**Saved data entries**
== Segment start ==

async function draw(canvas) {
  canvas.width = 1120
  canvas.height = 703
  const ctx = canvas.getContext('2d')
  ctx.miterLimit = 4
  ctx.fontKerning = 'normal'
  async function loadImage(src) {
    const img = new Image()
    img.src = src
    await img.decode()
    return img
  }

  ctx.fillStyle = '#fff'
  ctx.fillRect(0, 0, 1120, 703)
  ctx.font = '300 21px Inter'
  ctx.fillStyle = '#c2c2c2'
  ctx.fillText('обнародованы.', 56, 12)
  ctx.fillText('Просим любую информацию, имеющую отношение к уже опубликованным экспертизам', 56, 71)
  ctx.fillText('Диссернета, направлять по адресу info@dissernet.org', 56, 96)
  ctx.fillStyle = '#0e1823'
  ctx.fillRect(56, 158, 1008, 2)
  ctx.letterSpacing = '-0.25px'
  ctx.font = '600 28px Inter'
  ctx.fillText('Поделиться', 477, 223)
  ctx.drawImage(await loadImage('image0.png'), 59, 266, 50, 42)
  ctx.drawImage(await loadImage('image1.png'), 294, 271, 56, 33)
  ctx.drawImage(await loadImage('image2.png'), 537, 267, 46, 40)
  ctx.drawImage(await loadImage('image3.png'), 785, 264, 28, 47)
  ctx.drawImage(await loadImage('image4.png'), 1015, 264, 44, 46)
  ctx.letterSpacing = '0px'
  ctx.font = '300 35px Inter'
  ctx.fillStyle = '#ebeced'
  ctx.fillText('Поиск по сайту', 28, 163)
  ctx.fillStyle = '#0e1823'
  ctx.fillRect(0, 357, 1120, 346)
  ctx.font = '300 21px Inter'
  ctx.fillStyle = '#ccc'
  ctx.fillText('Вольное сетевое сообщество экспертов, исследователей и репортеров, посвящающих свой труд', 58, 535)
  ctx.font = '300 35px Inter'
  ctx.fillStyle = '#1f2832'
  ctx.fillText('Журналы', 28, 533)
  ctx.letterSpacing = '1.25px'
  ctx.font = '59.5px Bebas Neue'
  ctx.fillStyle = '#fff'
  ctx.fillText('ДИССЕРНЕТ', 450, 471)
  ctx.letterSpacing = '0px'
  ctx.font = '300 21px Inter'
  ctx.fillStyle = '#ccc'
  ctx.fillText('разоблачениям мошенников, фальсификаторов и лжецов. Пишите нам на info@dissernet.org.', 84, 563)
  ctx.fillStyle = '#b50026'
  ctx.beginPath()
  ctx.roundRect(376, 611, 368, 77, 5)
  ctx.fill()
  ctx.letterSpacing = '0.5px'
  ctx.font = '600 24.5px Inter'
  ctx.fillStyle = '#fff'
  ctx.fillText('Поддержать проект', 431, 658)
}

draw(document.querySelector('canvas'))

== Segment end ==

Would you copy every line of the entries that includes the word "const"?

  const ctx = canvas.getContext('2d')
    const img = new Image()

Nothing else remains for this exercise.